_Assignment_.
Only the lines holding "Motorway" are wanted. Copy every one from the records below.

_Input material_.
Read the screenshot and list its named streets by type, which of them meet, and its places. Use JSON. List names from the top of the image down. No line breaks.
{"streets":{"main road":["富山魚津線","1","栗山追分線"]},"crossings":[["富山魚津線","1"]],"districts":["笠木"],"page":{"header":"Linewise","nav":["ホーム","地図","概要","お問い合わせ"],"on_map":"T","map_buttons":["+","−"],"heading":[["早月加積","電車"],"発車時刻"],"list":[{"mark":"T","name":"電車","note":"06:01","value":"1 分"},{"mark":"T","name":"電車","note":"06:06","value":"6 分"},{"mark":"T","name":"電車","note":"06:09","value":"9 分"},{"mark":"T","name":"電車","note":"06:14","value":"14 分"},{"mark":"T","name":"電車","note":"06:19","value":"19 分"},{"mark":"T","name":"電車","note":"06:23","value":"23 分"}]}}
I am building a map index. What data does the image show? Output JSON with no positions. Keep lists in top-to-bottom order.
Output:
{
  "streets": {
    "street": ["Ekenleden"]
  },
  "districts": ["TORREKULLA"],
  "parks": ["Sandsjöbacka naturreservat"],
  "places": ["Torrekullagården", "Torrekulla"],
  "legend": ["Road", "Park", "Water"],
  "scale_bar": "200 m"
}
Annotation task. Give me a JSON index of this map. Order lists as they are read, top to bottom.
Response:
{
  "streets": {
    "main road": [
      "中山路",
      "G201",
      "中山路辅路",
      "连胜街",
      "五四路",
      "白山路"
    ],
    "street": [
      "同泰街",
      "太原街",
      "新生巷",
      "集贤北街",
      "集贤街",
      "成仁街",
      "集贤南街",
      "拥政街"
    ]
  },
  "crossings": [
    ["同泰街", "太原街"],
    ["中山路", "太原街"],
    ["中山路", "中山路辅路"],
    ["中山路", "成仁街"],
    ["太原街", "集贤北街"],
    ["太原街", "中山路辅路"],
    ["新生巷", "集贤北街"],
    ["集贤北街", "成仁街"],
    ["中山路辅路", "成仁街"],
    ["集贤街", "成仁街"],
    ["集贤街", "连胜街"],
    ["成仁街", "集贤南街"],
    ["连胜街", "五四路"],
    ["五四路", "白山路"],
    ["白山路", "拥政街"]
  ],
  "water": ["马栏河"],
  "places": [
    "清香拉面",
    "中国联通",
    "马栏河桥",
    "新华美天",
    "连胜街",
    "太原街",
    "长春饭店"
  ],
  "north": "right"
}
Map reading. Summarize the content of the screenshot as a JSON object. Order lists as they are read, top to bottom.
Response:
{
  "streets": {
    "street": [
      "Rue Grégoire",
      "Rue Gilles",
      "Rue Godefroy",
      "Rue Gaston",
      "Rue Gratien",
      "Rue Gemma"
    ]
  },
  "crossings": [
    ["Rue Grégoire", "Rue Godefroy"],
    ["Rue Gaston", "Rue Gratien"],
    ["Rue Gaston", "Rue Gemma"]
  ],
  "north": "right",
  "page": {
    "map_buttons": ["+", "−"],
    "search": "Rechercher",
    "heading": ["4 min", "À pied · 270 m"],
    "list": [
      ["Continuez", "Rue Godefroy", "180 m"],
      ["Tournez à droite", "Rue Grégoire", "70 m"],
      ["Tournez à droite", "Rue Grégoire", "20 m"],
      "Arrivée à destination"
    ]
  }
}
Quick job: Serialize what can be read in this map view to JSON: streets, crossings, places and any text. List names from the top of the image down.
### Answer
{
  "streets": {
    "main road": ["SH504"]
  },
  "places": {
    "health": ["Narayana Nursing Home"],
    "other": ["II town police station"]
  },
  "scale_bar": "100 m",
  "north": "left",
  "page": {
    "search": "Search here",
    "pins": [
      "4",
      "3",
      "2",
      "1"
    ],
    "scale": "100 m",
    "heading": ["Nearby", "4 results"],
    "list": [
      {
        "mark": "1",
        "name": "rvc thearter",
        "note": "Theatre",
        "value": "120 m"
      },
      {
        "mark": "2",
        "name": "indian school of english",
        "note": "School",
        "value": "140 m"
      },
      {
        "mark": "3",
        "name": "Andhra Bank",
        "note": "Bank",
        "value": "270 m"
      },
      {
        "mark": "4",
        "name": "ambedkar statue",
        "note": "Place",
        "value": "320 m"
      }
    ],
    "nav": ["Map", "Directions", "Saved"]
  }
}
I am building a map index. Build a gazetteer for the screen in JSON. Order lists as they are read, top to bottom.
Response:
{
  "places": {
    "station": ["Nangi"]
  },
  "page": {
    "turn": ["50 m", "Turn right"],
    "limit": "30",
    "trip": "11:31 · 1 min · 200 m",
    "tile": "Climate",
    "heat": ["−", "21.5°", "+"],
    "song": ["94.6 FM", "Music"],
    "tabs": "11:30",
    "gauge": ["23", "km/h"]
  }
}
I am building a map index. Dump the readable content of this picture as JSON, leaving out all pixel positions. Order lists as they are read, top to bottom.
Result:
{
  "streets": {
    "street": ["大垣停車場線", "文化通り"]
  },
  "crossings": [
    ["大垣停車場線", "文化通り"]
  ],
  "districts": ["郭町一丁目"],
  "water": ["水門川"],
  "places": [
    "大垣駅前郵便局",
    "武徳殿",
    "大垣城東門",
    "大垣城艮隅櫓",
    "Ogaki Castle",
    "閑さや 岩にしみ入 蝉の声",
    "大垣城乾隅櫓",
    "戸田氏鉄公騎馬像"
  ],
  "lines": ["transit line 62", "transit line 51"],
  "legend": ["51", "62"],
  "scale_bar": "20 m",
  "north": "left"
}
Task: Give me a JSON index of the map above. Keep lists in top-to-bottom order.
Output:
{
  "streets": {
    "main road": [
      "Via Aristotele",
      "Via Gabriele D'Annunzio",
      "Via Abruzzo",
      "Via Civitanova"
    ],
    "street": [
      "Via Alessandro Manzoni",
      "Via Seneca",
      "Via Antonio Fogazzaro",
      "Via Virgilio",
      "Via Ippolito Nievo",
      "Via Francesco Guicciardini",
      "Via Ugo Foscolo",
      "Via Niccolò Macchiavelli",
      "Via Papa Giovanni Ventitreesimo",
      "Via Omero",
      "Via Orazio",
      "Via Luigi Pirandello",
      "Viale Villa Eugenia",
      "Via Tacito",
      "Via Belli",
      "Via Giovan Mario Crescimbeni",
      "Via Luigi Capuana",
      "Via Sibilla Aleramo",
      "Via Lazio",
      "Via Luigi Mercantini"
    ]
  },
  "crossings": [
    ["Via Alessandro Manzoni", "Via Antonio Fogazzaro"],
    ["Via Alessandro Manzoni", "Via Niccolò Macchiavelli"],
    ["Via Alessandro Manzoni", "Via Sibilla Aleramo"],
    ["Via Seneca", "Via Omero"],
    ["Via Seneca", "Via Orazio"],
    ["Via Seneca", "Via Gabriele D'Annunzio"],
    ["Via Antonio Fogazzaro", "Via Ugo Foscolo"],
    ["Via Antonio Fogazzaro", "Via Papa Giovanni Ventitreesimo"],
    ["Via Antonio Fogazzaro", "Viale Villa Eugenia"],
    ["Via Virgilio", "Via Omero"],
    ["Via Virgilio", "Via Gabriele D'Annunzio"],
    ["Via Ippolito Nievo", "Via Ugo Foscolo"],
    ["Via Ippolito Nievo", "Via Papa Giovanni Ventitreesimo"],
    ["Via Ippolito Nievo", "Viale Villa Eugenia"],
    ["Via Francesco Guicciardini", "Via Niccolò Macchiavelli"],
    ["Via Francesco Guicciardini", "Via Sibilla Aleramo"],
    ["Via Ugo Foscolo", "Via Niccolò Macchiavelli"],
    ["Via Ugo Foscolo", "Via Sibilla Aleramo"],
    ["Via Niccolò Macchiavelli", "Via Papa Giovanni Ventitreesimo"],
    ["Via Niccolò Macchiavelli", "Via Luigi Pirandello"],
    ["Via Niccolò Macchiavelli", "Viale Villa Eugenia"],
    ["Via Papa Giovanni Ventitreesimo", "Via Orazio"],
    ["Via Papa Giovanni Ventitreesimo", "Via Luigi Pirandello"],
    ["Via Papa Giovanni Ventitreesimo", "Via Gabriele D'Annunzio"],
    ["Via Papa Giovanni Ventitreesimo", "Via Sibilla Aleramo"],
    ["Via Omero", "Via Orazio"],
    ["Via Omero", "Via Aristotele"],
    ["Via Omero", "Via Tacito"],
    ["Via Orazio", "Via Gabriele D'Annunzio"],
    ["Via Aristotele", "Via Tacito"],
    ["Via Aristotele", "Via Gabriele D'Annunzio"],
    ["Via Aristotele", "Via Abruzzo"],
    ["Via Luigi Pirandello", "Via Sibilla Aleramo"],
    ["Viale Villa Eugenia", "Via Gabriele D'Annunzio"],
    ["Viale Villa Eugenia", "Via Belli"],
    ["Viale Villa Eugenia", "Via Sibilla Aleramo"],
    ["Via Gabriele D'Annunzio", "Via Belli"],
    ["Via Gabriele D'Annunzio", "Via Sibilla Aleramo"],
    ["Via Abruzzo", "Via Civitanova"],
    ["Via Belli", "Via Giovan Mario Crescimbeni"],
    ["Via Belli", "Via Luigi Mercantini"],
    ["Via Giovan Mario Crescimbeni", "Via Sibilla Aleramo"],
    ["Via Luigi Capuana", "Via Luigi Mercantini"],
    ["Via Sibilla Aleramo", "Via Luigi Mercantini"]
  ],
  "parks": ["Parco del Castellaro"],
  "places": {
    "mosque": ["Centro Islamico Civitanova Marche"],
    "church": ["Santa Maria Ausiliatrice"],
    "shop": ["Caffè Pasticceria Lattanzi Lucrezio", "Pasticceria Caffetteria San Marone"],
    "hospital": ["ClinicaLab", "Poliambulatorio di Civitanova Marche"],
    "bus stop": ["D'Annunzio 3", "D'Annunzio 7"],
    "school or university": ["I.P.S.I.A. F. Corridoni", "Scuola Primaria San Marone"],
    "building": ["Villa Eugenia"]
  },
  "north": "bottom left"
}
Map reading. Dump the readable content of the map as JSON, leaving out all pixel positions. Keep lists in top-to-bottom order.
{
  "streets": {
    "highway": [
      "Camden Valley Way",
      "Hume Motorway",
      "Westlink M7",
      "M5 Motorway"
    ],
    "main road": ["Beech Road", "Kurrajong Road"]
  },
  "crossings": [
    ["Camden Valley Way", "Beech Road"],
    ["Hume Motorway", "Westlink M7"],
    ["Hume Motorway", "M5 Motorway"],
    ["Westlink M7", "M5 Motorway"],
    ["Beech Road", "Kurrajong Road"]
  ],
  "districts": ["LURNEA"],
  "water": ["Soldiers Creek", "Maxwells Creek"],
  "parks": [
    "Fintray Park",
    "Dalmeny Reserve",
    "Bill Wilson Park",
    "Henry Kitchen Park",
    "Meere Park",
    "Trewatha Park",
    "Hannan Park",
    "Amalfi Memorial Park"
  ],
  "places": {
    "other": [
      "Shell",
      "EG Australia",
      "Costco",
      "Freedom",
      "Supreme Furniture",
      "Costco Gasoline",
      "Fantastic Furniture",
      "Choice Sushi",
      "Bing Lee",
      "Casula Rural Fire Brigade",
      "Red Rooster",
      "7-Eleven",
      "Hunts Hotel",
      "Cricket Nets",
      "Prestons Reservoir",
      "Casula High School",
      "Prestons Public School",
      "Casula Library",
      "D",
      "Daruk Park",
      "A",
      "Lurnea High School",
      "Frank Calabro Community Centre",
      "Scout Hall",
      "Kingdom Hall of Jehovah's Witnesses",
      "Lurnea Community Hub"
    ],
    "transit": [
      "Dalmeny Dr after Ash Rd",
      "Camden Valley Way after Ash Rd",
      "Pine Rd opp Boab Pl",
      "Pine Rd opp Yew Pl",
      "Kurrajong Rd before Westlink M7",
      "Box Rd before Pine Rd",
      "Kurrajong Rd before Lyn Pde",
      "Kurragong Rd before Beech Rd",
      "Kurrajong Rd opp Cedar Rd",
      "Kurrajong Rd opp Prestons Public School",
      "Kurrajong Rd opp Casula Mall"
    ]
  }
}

_Solution for this exercise_.
      "Hume Motorway",
      "M5 Motorway"
    ["Hume Motorway", "Westlink M7"],
    ["Hume Motorway", "M5 Motorway"],
    ["Westlink M7", "M5 Motorway"],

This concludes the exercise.